The U-turn concerns a previously agreed improvement to sheep ageing rules as they apply to TSE rules. Instead of going ahead with the rule change, Defra has now said that implementing a new system during Brexit could have implications for the UK’s future relationship with the EU.
“This sudden change of tack is more than disappointing, it’s baffling,” said NFU Scotland (NFUS) livestock committee chairman Jimmy Ireland.
“We’re facing the bizarre situation where we could bring in sensible rules on this if we were remaining in the EU but, because we’re due to leave in a matter of weeks, we’re stuck with an outdated and costly system.
“The UK Government has led us down the garden path, promising a sensible change to our sheep ageing rules early this year only to renege at the last possible moment.”

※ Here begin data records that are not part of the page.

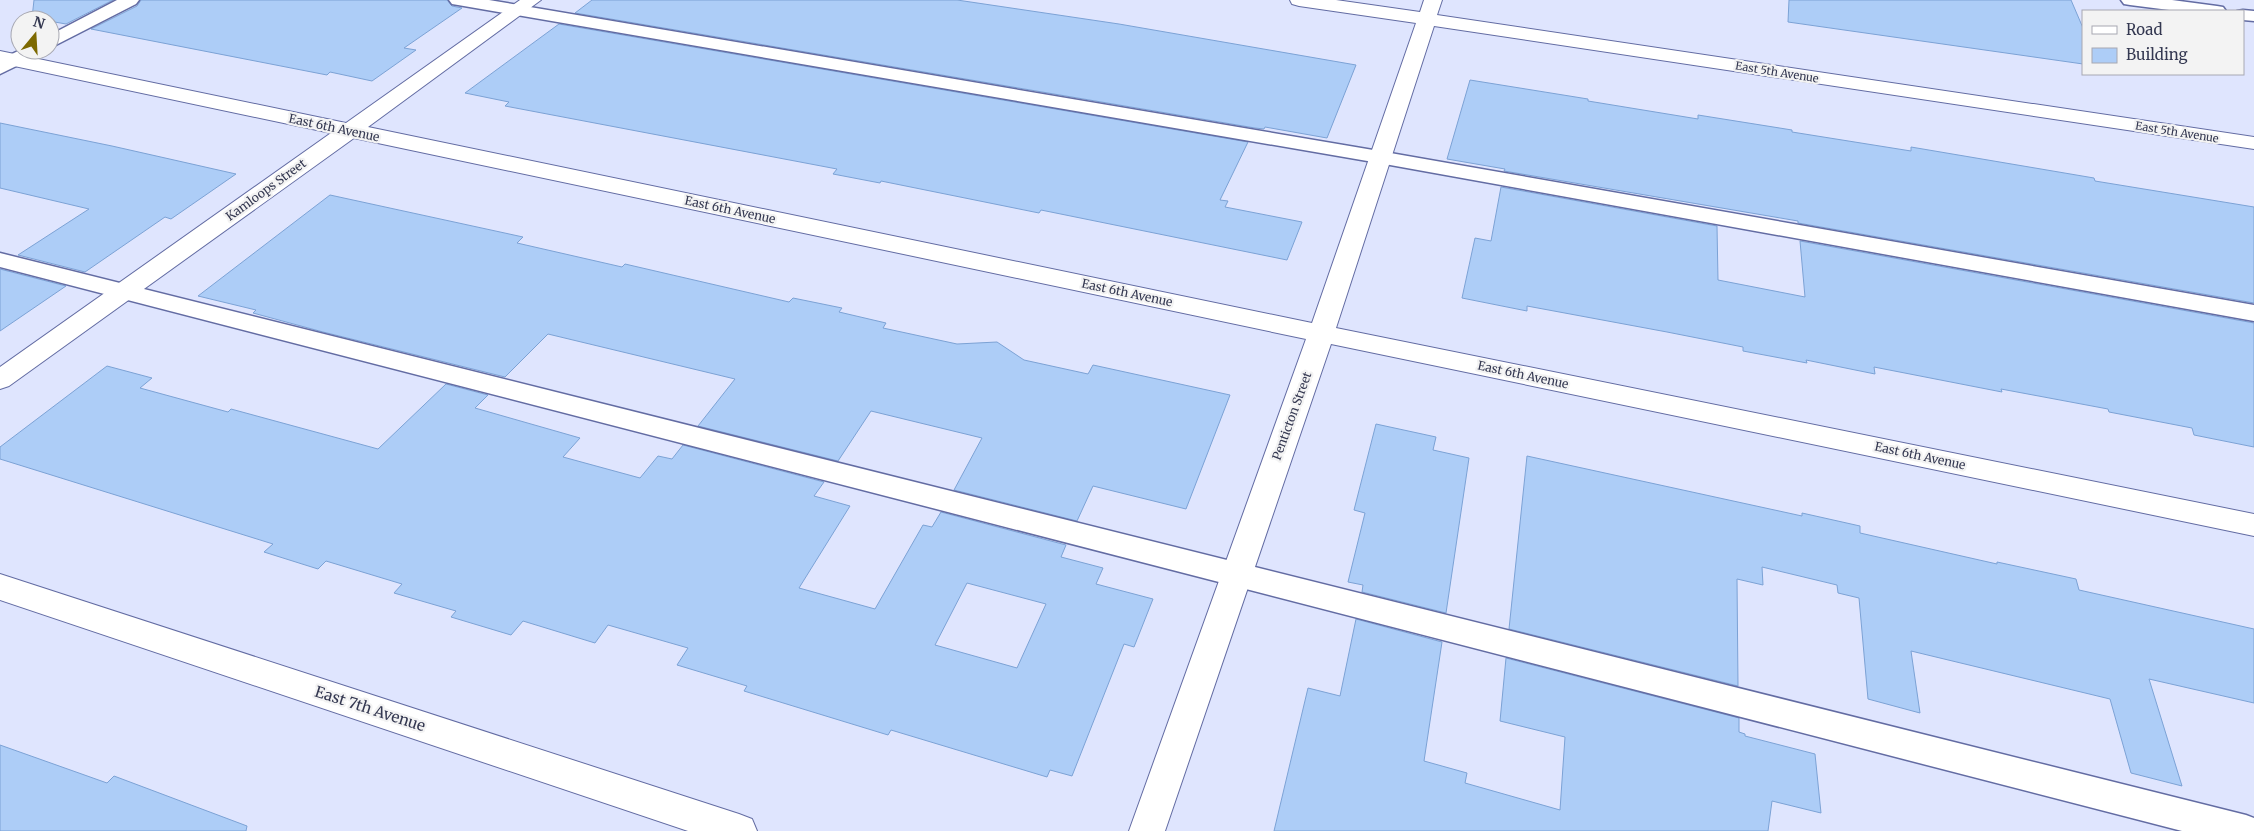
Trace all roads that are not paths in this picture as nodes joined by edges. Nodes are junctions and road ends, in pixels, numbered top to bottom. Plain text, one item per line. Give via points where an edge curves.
1 (130, 0) edge
2 (458, 0) edge
3 (1299, 0) edge
4 (2130, 0) edge
5 (525, 5) edge
6 (1430, 9) edge
7 (2209, 10) edge
8 (60, 37) edge
9 (17, 60) edge
10 (349, 131) junction
11 (2254, 143) edge
12 (1379, 157) junction
13 (0, 260) edge
14 (126, 292) junction
15 (2254, 313) edge
16 (1321, 333) junction
17 (0, 380) edge
18 (2254, 525) edge
19 (1236, 574) junction
20 (0, 587) edge
21 (739, 831) edge
22 (1147, 831) edge
23 (2246, 831) edge

1 - 8 lane
2 - 5 lane
3 - 6 street, East 5th Avenue
4 - 7 lane
5 - 10 street, Kamloops Street
5 - 12 lane
6 - 11 street, East 5th Avenue
6 - 12 street, Penticton Street
9 - 10 street, East 6th Avenue
10 - 14 street, Kamloops Street
10 - 16 street, East 6th Avenue
12 - 15 lane
12 - 16 street, Penticton Street
13 - 14 lane
14 - 17 street, Kamloops Street
14 - 19 lane
16 - 18 street, East 6th Avenue
16 - 19 street, Penticton Street
19 - 22 street, Penticton Street
19 - 23 lane
20 - 21 street, East 7th Avenue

A spokesman from the Scottish Association of Meat Wholesalers (SAMW) said: “This is deeply frustrating for everyone involved in the sheep industry, including SAMW member businesses who are stuck with an inadequate system which the Government previously agreed was inadequate. It hardly gives us confidence that Defra is going to get it right going forward.”
The National Sheep Association (NSA) and the NFU in England and Wales, also piled into the debate with NSA chief executive Phil Stocker saying the U-turn raised the question of trust in ministers, while NFU livestock board chairman Richard Findlay said the delay was a “huge setback for the sheep sector”.
According to NFUS, the ageing issue is important to producers because carcases of sheep which are regarded as 12 months or over are subject to splitting, under current TSE rules, which can bring a “significant reduction” in the price paid to farmers or crofters.
The UK Government previously agreed to move away from using teeth as a guide to age to an approach linked to traceability systems, under which lambs going to slaughter prior to June 30 would be deemed to be under 12 months, while any old season hoggs marketed after June 30 would be regarded as older. A Defra spokeswoman said: “We are aware of the concerns from the sheep sector and the need to make progress on this matter.”